BioKIC / NEON-Biorepository

Development base for the NEON Biorepository Data Portal host by BioKIC - Arizona State University (https://biorepo.neonscience.org)
GNU General Public License v2.0
2 stars 1 forks source link

Locality search bug, no results when searching for siteID #341

Closed kyule closed 10 months ago

kyule commented 1 year ago

No samples show up when either the siteID "TOOK" is typed into the locality search or the TOOK - Toolik lake site is selected as a checkbox under D18. I have not checked many other site codes, but I haven't noticed the issue with other sites. If I type in the url https://biorepo.neonscience.org/portal/collections/list.php?datasetid=128 I get the correct results because it is dataset 128 should be TOOK samples, https://biorepo.neonscience.org/portal/collections/list.php?local=TOOK however brings up zero results.

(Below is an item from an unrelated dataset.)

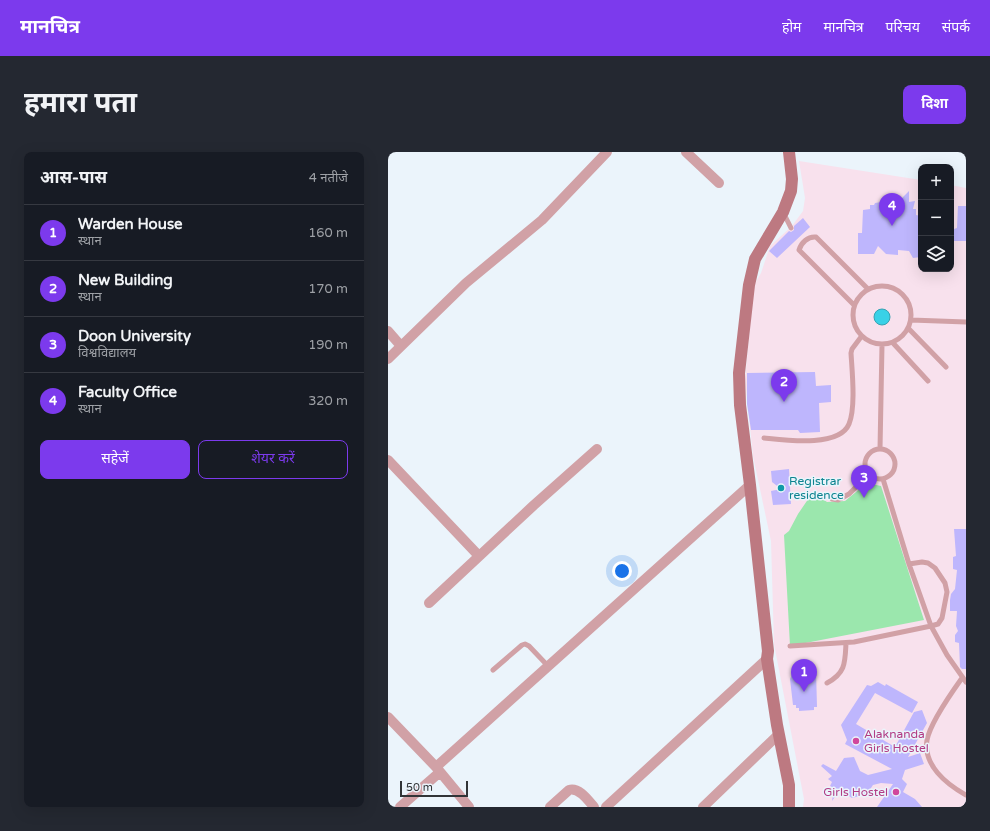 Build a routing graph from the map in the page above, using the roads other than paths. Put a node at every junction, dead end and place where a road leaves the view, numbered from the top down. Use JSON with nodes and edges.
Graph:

kyule commented 10 months ago

@sunray1 I also confirmed that this is only happening for TOOK. This also needs to be fixed ahead of the TOS Palooza in mid-January

sunray1 commented 10 months ago

Likely because we're using an indexed fulltext search to search locality strings (faster, but misses some results due to search rules) and the word "took" is a stop word for MyISAM. See: https://dev.mysql.com/doc/refman/8.0/en/fulltext-stopwords.html

@egbot - this will have to be removed and the index rebuilt. Unsure how that was built prior and I likely do not have the permissions to do this.

sunray1 commented 10 months ago

Related @kyule - Could be fine, but FYI:

Occurrences like https://biorepo.neonscience.org/portal/collections/editor/occurrenceeditor.php?occid=236992 will not show up in https://biorepo.neonscience.org/portal/collections/list.php?local=TOOL since the full searches only allow you to search by whole words.

kyule commented 10 months ago

Thanks for pointing that out; I definitely didn't remember that! It is an issue right now for older specimens. We improved the way we harvest locality information from NEON though, so anytime one of these records is reharvested it theoretically should reformat the locality field to make sure the siteID is in there. Just reharvested this one and TOOK is in there.

egbot commented 10 months ago

That's exactly it! As you state, locality is a MyISAM fulltext index. MyISAM Fulltext stopwords are defined within the MySQL file system (INNODB is stored in a table). Modifying this text file and restarting MySQL/MariaDb is one solution. As an alternative that will only affects the NEON portal, I modified the code to skip using the fulltext index when certain words are applied against the locality field. I already have a similar solution applied for collector field. See pull request below.

https://github.com/BioKIC/NEON-Biorepository/pull/378

When 3.1 rolls out, we are probably going to be switching over to a INNODB full text lookup, which uses a smaller list of stop words.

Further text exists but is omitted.